The visual appearance of a contrail does not coincide with either the ice crystal number density distribution, or the ice mass distribution, but depends as well on other factors such as the crystal size and shape and the angle of the sun. The rate of scattering and absorption per unit volume of contrail is more closely represented, for visual wavelengths and small crystals, by the total crystal surface area per unit volume.2 Figure 4 displays a 3D isosurface of surface area density for simulation A30b at time 240 s, giving some indication of the visual appearance of this contrail at this stage of development. Note that strong ambient stratification is not required for the appearance of the periodic downward puffs generally present in contrail development, as is often stated in popular literature (e.g., Schaefer and Day 1981). This belief probably dates back to an earlier explanation for these puffs due to Scorer and Davenport (1970).
b. Varying RHice and aircraft type
Figure 5 illustrates results for simulation A10 analogous to those in Fig. 2. The conditions are the same as before except the ambient relative humidity with respect to ice is now 110% (and 10 min of simulated results are shown). The compressional heating now leads to the eventual evaporation of the ice crystals within the immediate vicinity of the vortices. This effect was first noted in the literature by Sussmann and Gierens (1999) in the context of two-dimensional simulations with low ambient ice supersaturations. In three dimensions we can carry the simulations past the vortex linking stage to find that this can be an important effect even for significant ambient ice supersaturations largely because of the significant vertical descent of the wake occurring after linking. The evolution of the ice crystal number density is now quite different than that of a passive tracer.

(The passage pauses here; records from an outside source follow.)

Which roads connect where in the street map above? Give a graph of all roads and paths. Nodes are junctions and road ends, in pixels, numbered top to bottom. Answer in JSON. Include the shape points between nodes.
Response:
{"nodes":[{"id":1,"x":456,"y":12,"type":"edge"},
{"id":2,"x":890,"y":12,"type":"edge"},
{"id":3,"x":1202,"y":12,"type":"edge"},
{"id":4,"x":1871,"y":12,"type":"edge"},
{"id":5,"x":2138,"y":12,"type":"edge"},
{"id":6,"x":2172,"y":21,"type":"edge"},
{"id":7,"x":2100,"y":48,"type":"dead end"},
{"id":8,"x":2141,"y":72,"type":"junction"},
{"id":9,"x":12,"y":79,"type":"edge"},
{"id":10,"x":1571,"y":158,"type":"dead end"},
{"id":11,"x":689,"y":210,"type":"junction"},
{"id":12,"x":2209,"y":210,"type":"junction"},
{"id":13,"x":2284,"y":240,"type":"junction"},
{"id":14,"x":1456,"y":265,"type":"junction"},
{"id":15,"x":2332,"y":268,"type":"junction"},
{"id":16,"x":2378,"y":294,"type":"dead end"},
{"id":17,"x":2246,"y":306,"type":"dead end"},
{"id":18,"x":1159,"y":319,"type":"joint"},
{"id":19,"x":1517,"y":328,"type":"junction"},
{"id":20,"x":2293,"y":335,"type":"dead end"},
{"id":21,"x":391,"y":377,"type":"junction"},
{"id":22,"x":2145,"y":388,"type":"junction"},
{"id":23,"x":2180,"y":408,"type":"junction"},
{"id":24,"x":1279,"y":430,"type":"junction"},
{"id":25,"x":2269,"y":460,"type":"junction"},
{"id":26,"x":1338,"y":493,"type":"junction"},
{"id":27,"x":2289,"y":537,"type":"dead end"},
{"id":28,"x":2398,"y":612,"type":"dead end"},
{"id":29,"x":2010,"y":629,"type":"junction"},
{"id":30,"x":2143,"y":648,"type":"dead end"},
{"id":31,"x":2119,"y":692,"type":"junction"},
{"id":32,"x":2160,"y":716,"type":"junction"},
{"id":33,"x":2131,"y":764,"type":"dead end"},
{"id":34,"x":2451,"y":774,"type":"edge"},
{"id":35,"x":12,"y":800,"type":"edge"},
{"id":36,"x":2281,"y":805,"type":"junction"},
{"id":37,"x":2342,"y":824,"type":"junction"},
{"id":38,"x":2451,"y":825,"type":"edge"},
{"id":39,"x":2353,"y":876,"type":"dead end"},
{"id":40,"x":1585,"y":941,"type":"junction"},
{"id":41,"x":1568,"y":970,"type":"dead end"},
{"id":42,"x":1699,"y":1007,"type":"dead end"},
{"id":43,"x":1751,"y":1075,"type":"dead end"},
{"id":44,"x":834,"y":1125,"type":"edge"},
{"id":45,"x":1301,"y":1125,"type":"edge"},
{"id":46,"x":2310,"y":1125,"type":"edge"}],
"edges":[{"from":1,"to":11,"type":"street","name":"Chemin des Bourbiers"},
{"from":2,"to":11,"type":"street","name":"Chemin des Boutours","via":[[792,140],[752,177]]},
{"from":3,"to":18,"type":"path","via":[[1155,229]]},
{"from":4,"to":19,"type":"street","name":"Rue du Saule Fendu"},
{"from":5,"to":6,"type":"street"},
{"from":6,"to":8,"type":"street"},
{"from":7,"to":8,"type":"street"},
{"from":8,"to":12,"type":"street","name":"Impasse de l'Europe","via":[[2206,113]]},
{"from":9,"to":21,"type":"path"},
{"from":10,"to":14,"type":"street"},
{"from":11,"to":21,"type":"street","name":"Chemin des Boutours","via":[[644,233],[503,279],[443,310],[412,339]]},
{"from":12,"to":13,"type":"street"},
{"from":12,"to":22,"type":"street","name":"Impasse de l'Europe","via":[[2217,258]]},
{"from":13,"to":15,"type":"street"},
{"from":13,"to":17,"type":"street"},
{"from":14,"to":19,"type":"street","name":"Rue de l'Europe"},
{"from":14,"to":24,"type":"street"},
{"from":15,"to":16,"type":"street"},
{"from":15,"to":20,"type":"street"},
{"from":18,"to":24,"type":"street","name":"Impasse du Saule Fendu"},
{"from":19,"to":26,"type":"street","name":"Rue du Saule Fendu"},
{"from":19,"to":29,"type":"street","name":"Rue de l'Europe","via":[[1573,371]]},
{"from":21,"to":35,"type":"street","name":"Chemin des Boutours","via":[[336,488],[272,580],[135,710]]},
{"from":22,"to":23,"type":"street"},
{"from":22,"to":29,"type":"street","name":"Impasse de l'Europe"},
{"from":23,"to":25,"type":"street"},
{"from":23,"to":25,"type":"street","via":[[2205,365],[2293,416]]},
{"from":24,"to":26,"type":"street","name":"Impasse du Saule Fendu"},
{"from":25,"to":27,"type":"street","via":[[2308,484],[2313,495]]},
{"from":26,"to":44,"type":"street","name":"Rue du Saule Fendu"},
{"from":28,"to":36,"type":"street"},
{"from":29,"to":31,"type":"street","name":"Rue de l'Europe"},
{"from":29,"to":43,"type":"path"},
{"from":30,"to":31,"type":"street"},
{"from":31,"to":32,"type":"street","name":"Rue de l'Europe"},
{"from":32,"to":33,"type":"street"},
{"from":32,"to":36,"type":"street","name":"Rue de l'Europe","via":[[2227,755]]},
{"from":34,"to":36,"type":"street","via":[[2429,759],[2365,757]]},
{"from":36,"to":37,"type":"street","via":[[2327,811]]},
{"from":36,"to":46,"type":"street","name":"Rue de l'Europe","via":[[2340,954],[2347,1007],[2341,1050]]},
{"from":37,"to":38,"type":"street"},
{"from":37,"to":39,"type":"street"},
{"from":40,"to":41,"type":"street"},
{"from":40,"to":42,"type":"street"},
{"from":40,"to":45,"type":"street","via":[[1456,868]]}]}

The fraction of ice crystals lost through this mechanism depends on a competition between the rate at which the fluid around the vortices is forced below the saturation level (and the ice crystals sublimate), and the rate at which supersaturated ambient fluid is mixed into this system. For the conditions considered here (there is a modest dependence on ambient temperature) a parcel with initial RHi > 1 would, in the absence of mixing, become subsaturated after descending approximately 920(RHi − 1) meters.3 The mixing that occurs into the ellipse of descending fluid increases the required drop significantly; for example, for case A10 the rate of ice crystal loss is largest at about 95 s after a drop of 215 m, rather than at 40 s after a drop of 92 m. The loss of ice crystals within the vortex cores themselves are slowed by two other factors—the enhanced humidity from the engine exhausts confined there and the lowering of the saturation point due to the lower pressure within the cores. For the present B747 simulations the added pressure drop in the vortex cores is 2.4 hPa early in the evolution, 1.3 hPa at 60 s, and 0.63 hPa at 100 s. It is the lower core pressure that makes the contrail a good signature for the vortex dynamics for some favorable conditions (e.g., Fig. 13 below) and, together with the adiabatic heating, leads to the contrail pair becoming progressively thinner over time in these cases (cf. Fig. 3 in Sussmann and Gierens 1999).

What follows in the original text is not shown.